If a 50BMG rifle can't fling a crash test dummy with an armor plate in its chest backwards, what is a 9mm going to be able to do?

Jorg Nysgerrig
February 5, 2013, 01:43 AM
what is a 9mm going to be able to do?
Depends if is +P+ or not.

backbencher
February 5, 2013, 01:53 AM
Given a 160 lb human being is more than 1,000,000 grains, our good soldier obviously can't be bothered w/ math. Unfortunately, he's an artilleryman...

Fast Frank
February 5, 2013, 02:20 AM
I think it's more about semantics than anything else.

Yeah, we have all seen a pistol round knock down a bowling pin. It's just about all a pistol round can do- anything much bigger than a bowling pin stands a good chance of absorbing the hit and staying upright.

But going back to the vest wearing man and the nine millimeter...

I have experimented with a "Timed Out" vest before. (They have an expiration date)

After shooting it with everything from a .22lr up to .44mag, I can tell you that it does in fact stop the bullets from penetrating.

I can also tell you that it knocks the crap out of whatever is behind the vest.

I know that it's not scientific, but I tried to duplicate the dent left in a pine board that was behind the vest when it got shot with .45acp.

It turns out that smacking the board with the ball end of a 16 ounce ball peen hammer with everything I can put behind it pretty much makes the same kind of dent in the wood that the .45 leaves behind the vest. Now, I'm not Thor or anything like that, but I don't know anybody that would let me hit them for all I'm worth in the chest with a 16 ounce ball peen hammer.

And that brings me back to knockdown power.

I'm pretty sure that a grown man will in fact end up on the ground right after catching a pistol round in the chest while wearing a vest. The energy transfer is still going to be massive and painful, and it just might turn a man's lights off for a little while. It's absolutely going to knock the wind out of him. Probably break some ribs too.

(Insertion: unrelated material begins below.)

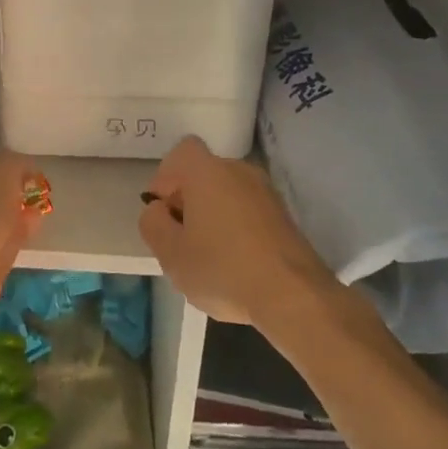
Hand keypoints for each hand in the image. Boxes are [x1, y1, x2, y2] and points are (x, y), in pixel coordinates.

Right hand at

Now, I realize that the pistol round doesn't have enough power to literally take a man off his feet and throw him down...

But if he hits the ground right after taking the bullet, can't we call that a knock down?

I'm pretty sure that nine out of ten people watching a man "BangFlop" from a pistol round would say he was knocked down.

It's semantics. http://en.wikipedia.org/wiki/Semantics

If we can't call a man that hits the ground in the same second that a bullet impacts his vest "Knocked Down", then what DO we call that?

Here's a definition from the online dictionary:

knock down
1. To bring to the ground with a blow; topple.

JohnKSa
February 5, 2013, 02:40 AM
But if he hits the ground right after taking the bullet, can't we call that a knock down?If you stick an icepick between someone's top cervical vertebra and into the skull foramen the person will instantly drop like a stone. But he will fall because his central nervous system was damaged, not because he was knocked down.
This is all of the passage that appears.